Option to indicate PDF text language

Another great thing about these tools is that we can indicate the language of the text in the PDF file before starting the conversion process.

We can create a list of languages we use most often and the program will remember them, or we can specify the language(s) for the file we are converting on an as-needed basis.

The results will be better, especially with scans and large files with multiple graphics and complex formatting.

Optimizing Word files for translation

The results are not always perfect, regardless of the method used. You will usually need to prepare the word documents for translation before submitting it to your translation agency.
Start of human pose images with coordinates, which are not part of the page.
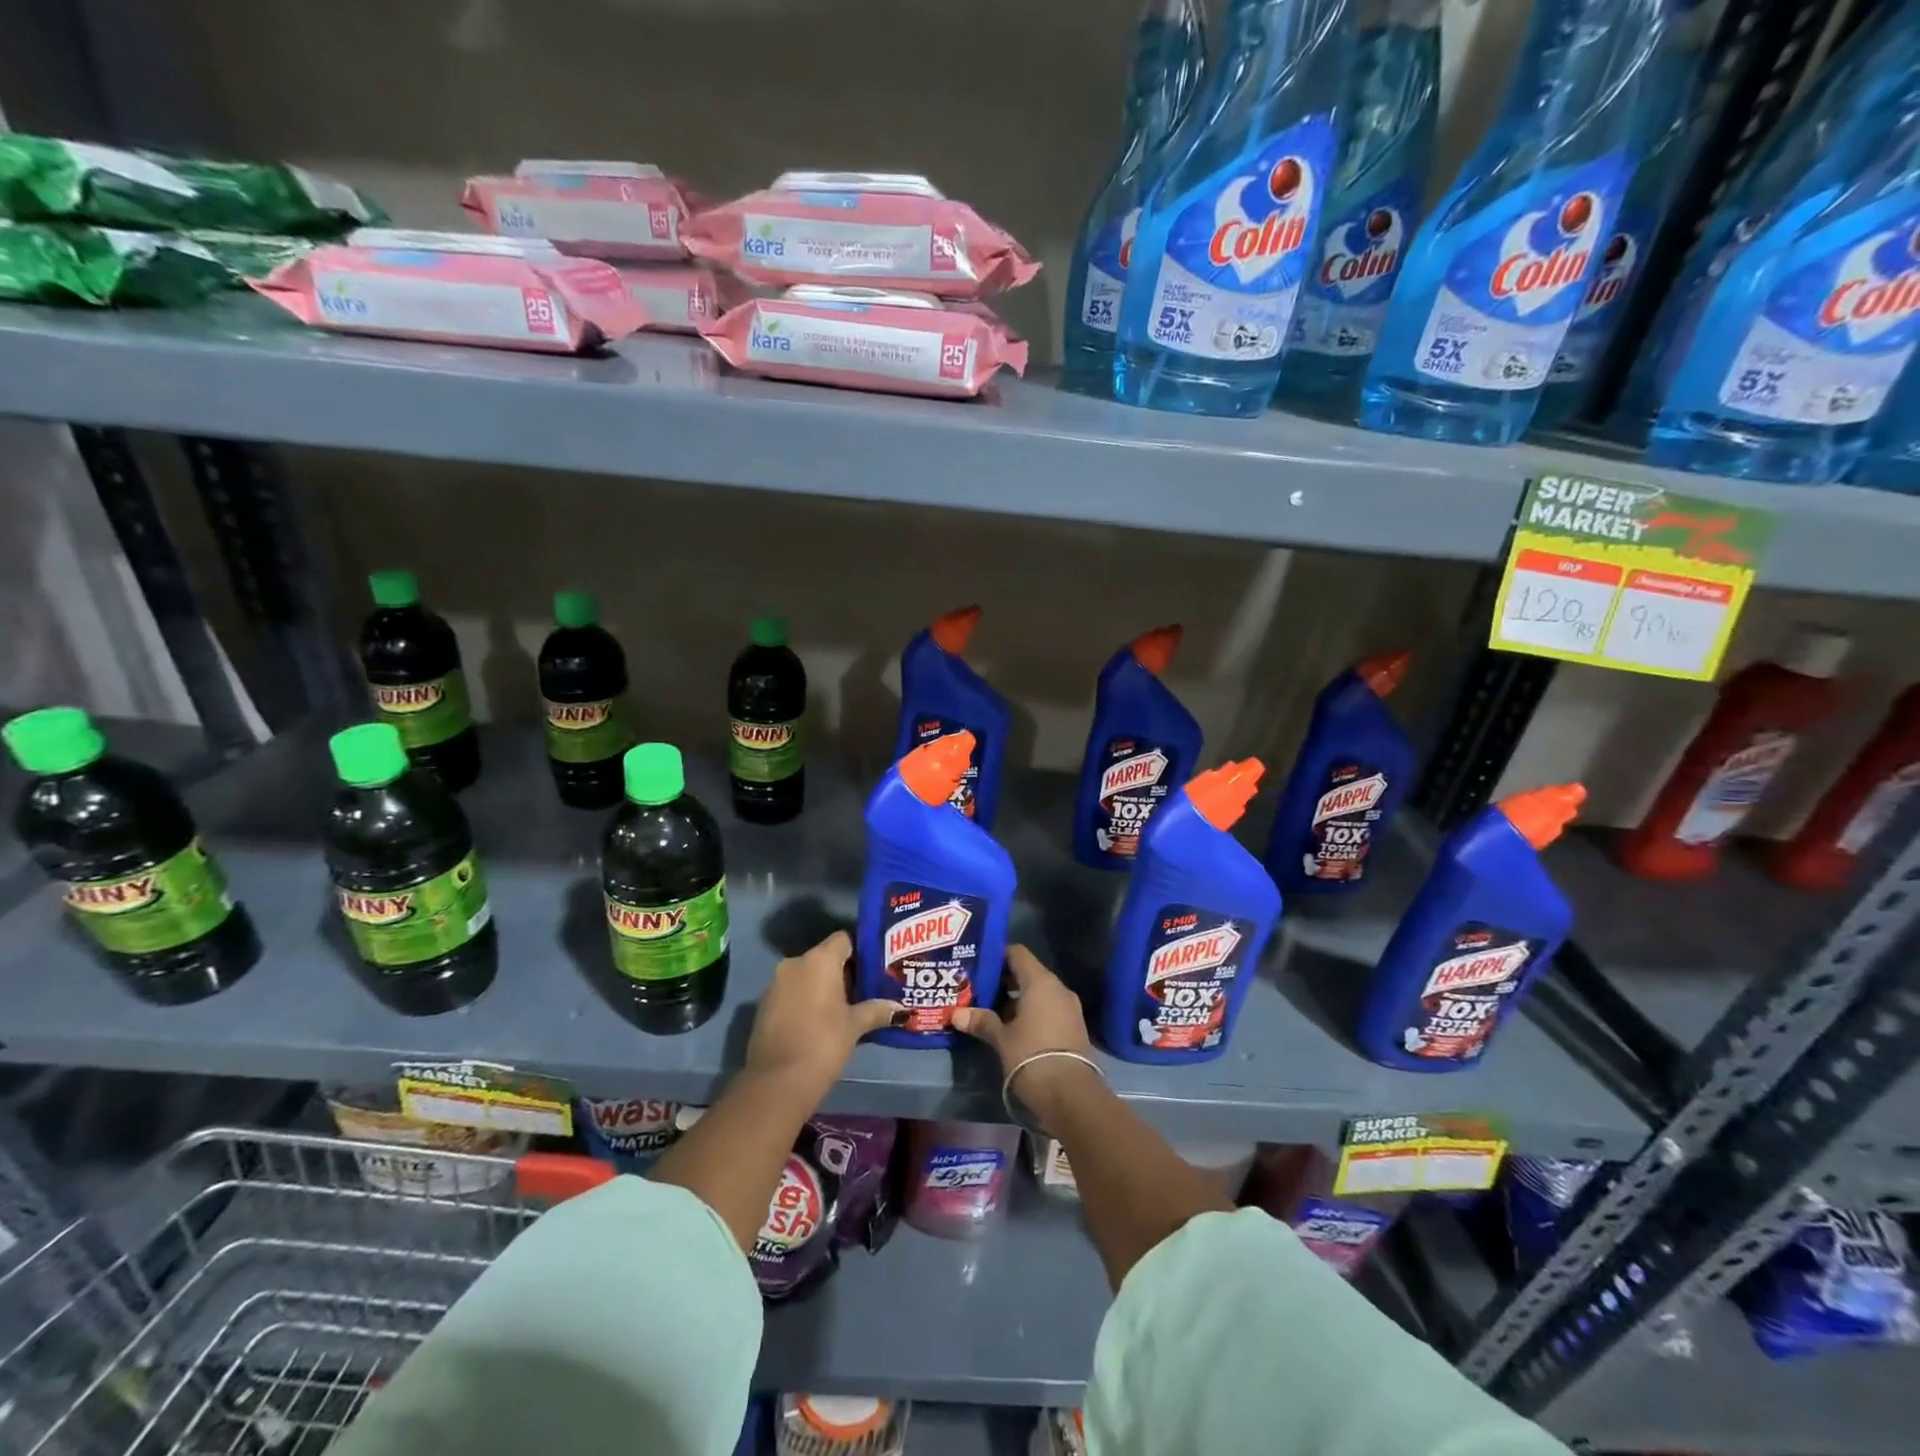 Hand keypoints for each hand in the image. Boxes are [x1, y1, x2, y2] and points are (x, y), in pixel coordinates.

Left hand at [745, 931, 897, 1092]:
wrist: (776, 1082)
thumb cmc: (823, 1044)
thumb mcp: (855, 1027)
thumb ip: (877, 1011)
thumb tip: (901, 1009)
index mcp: (819, 960)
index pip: (843, 939)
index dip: (860, 951)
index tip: (875, 968)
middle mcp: (795, 963)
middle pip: (825, 957)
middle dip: (844, 971)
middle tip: (865, 990)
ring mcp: (775, 984)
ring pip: (806, 975)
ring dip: (823, 987)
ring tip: (845, 1007)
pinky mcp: (764, 1006)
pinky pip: (792, 992)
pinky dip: (806, 1000)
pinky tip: (819, 1021)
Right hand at [952, 945, 1099, 1129]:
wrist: (1071, 1096)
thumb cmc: (1031, 1057)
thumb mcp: (1001, 1039)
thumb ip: (981, 1022)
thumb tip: (957, 1014)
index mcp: (1040, 982)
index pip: (1017, 953)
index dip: (998, 955)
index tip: (979, 964)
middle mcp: (1058, 989)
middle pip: (1028, 973)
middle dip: (1004, 981)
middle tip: (979, 989)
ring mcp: (1069, 1009)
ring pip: (1039, 994)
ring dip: (1017, 1000)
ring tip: (991, 1011)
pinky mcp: (1074, 1028)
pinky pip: (1049, 1010)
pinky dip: (1031, 1013)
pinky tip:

Some paragraphs might have the lines split by hard or soft returns, (as indicated in the screen capture below this paragraph.) The text on some of the graphics might be converted to editable text.

*

Find the best tool for your files

In order to obtain the best results with the least amount of work we need to make sure we are using the best tool for the type of PDF file we need to convert. Begin the process by analyzing the PDF file to determine its source, layout and format complexity.